Dataset entries:
┄┄┄┄┄┄┄┄┄┄
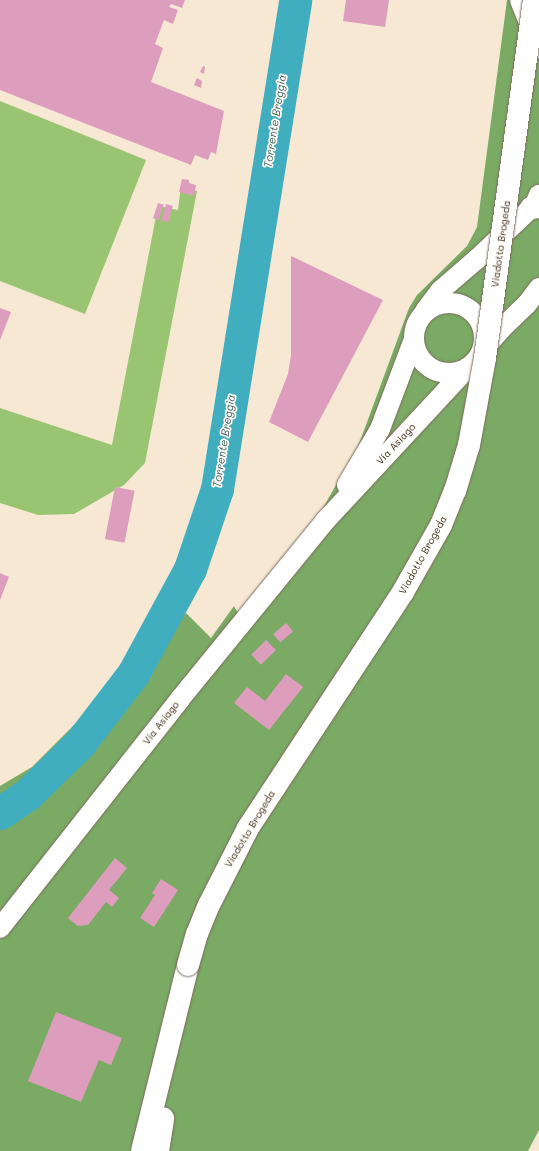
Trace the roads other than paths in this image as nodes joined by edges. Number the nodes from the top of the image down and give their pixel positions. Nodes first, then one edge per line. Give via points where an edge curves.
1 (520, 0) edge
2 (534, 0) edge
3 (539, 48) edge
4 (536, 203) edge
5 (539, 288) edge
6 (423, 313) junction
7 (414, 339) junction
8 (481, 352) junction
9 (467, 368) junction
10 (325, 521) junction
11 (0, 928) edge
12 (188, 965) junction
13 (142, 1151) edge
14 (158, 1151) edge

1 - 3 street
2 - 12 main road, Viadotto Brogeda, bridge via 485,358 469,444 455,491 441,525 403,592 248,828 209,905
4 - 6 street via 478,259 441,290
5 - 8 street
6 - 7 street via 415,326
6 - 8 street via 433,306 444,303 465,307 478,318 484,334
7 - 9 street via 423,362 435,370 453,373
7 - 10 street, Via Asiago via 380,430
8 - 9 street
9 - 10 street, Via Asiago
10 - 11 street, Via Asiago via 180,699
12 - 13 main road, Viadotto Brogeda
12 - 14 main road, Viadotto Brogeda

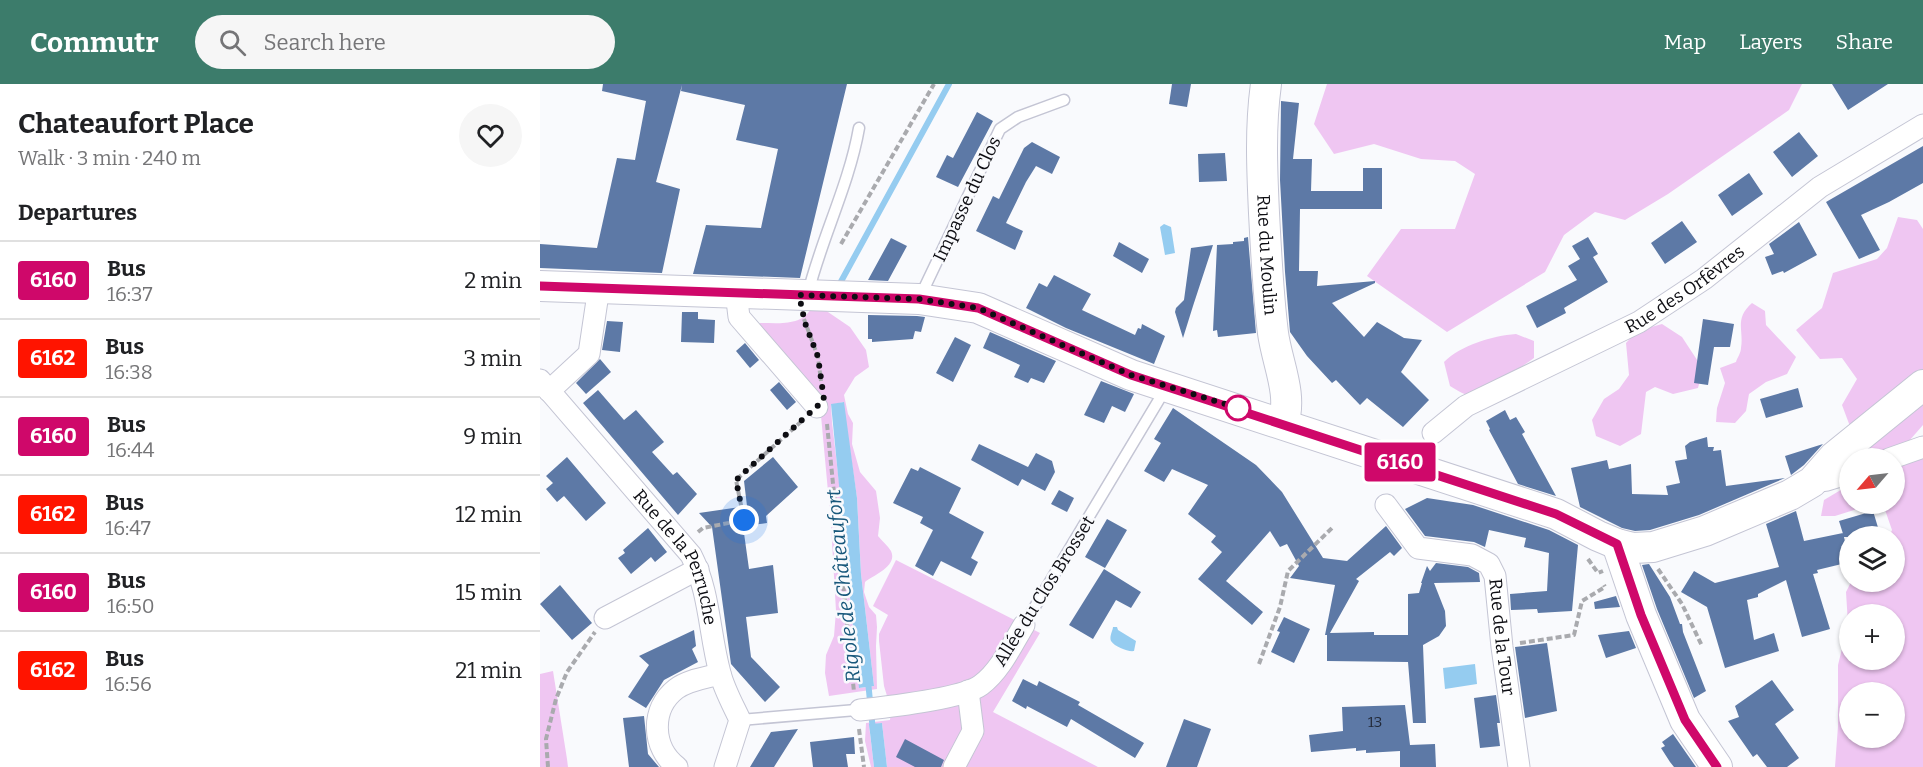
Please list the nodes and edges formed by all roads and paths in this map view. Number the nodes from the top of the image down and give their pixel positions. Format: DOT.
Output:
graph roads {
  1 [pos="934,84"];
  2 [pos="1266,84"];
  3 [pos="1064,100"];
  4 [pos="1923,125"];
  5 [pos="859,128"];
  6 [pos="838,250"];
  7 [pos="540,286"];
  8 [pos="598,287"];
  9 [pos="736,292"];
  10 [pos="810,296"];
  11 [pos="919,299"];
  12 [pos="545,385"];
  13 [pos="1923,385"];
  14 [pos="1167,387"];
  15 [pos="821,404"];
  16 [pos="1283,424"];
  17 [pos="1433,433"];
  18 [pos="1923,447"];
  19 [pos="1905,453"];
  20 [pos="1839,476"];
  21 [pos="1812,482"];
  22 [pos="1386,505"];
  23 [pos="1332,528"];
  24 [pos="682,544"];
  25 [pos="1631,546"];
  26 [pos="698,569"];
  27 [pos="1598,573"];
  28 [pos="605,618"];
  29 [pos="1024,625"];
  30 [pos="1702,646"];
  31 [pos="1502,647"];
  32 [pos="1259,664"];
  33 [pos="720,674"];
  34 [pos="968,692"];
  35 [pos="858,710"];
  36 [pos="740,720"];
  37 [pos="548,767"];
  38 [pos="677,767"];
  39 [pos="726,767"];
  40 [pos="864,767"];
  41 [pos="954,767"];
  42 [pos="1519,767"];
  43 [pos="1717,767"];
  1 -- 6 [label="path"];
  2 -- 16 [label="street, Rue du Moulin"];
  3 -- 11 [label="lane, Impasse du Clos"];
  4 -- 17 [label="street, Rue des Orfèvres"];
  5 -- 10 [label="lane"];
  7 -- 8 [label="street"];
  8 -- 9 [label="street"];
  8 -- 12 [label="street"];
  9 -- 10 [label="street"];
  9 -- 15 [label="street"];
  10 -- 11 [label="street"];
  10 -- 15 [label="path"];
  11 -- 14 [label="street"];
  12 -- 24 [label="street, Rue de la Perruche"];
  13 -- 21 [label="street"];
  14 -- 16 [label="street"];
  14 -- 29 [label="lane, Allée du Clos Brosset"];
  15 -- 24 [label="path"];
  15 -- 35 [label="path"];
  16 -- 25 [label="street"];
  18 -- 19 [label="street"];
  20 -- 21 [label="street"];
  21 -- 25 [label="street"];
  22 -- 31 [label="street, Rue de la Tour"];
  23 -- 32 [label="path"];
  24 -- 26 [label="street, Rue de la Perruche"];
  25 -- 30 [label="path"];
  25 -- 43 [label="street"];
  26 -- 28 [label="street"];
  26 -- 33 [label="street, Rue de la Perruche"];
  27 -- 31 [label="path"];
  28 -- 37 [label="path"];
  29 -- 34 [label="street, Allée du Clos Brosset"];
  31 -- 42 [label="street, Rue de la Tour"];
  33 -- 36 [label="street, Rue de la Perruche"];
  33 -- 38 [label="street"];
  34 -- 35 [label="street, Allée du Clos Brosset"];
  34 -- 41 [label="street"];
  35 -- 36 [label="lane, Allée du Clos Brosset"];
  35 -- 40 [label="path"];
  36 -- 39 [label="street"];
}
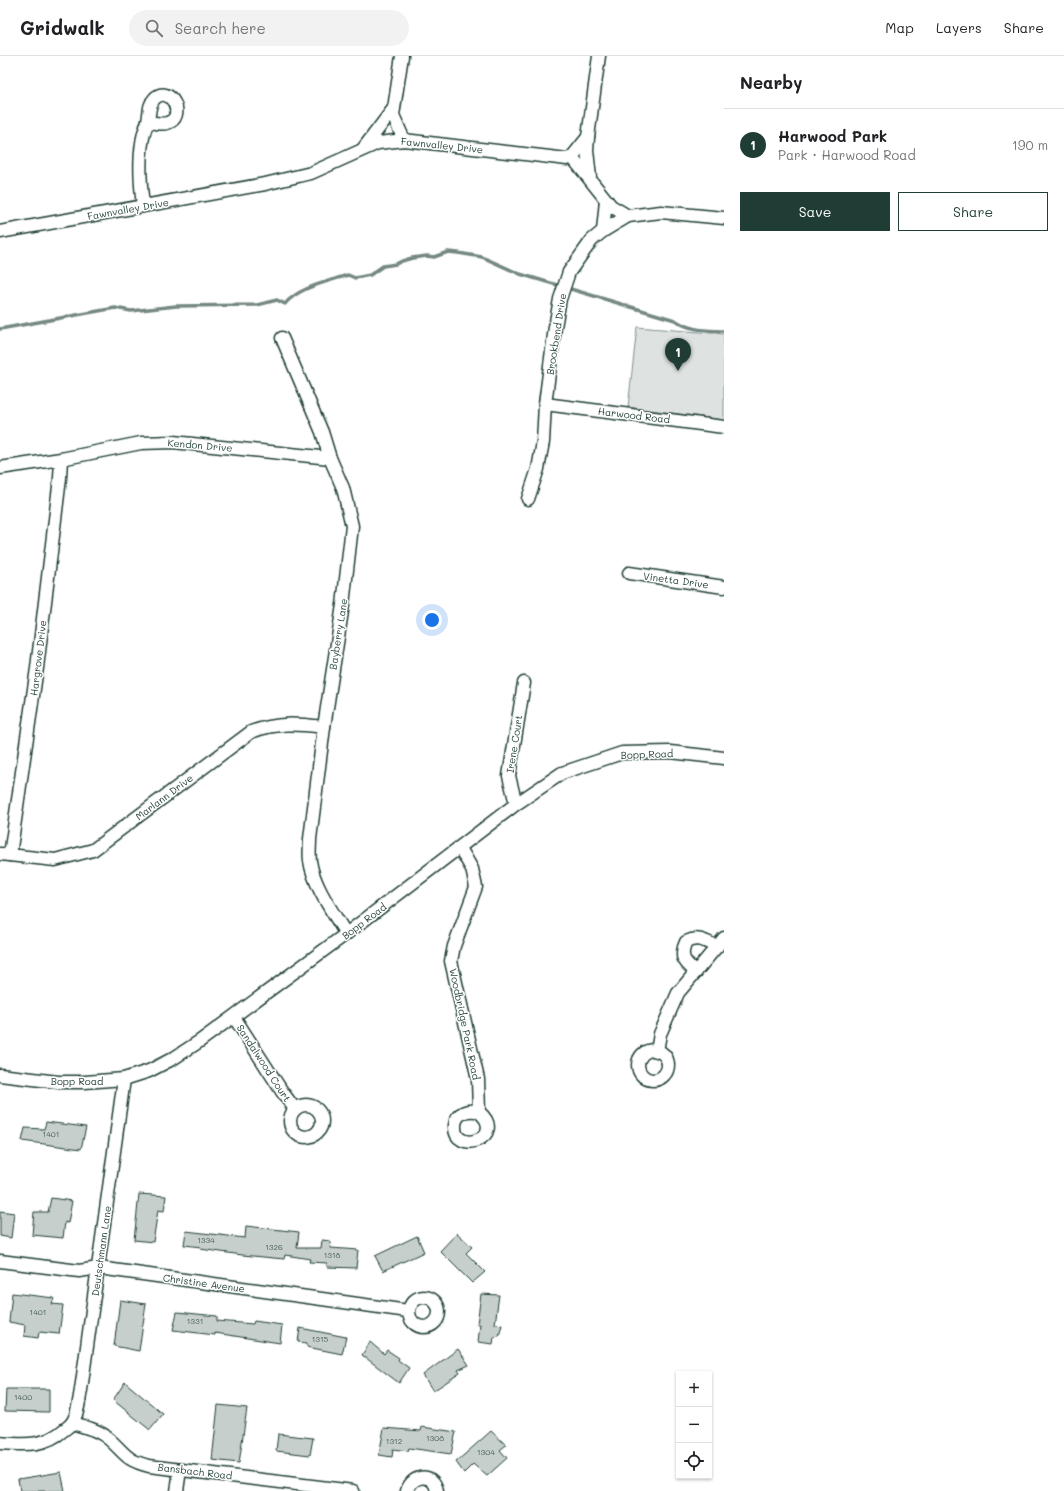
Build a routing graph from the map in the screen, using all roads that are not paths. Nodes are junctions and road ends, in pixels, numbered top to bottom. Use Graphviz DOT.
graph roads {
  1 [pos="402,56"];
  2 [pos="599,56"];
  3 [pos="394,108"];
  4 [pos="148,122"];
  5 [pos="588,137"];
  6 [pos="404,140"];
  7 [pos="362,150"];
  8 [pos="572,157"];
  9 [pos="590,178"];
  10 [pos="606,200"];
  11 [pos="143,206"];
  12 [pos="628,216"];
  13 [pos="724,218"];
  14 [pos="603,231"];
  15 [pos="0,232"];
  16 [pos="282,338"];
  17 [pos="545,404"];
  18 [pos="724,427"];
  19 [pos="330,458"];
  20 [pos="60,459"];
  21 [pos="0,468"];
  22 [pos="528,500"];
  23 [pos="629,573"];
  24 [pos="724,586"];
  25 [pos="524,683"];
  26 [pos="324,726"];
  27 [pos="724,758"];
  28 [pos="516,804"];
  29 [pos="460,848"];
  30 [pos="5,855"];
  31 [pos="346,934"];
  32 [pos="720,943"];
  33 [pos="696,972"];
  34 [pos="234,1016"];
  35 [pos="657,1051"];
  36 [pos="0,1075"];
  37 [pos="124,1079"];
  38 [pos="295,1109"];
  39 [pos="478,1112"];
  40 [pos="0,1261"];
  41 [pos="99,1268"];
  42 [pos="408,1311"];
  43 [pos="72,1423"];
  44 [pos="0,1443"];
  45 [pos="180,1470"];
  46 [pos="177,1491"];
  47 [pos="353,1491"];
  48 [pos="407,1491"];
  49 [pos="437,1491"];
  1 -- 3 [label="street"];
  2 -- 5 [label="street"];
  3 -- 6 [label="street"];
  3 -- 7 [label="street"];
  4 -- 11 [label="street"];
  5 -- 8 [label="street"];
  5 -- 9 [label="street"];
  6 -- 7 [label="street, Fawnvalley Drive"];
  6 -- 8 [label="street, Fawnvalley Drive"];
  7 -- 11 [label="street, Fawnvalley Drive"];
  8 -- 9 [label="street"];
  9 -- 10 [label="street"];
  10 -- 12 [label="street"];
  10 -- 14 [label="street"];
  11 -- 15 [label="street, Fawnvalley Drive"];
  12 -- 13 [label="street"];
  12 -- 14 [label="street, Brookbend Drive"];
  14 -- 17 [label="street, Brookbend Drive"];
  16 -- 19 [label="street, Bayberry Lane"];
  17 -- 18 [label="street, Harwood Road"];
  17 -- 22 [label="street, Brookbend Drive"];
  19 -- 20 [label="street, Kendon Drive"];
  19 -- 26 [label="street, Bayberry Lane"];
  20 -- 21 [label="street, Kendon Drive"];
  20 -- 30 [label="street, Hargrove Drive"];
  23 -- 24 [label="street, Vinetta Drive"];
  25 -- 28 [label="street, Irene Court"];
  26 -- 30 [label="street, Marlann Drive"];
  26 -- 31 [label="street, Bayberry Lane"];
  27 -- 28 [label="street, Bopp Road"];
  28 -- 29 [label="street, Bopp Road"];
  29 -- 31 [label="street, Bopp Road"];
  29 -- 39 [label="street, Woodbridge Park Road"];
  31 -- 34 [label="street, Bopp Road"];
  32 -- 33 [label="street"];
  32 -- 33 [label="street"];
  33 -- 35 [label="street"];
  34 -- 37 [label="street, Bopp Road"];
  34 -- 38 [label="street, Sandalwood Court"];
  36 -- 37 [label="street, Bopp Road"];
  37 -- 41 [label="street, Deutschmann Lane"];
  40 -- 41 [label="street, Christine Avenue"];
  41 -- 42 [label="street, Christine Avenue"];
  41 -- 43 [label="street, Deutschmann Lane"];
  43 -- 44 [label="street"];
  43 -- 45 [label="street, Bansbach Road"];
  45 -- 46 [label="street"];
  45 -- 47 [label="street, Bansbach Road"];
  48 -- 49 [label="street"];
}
┄┄┄┄┄┄┄┄┄┄
__Try it__:
Reproduce the records word for word, please, from their first line up to and including the line that contains "Please list the", but no pictures.

__Response__:
Trace the roads other than paths in this image as nodes joined by edges. Number the nodes from the top of the image down and give their pixel positions. Nodes first, then one edge per line. Give via points where an edge curves.
1 (520, 0) edge
2 (534, 0) edge
3 (539, 48) edge
4 (536, 203) edge
5 (539, 288) edge
6 (423, 313) junction
7 (414, 339) junction
8 (481, 352) junction
9 (467, 368) junction
10 (325, 521) junction
11 (0, 928) edge
12 (188, 965) junction
13 (142, 1151) edge
14 (158, 1151) edge

1 - 3 street
2 - 12 main road, Viadotto Brogeda, bridge via 485,358 469,444 455,491 441,525 403,592 248,828 209,905
4 - 6 street via 478,259 441,290
5 - 8 street
6 - 7 street via 415,326
6 - 8 street via 433,306 444,303 465,307 478,318 484,334
7 - 9 street via 423,362 435,370 453,373
7 - 10 street, Via Asiago via 380,430
8 - 9 street
9 - 10 street, Via Asiago
10 - 11 street, Via Asiago via 180,699
12 - 13 main road, Viadotto Brogeda
12 - 14 main road, Viadotto Brogeda

Please list the nodes and edges formed by all roads and paths in this map view. Number the nodes from the top of the image down and give their pixel positions. Format: DOT.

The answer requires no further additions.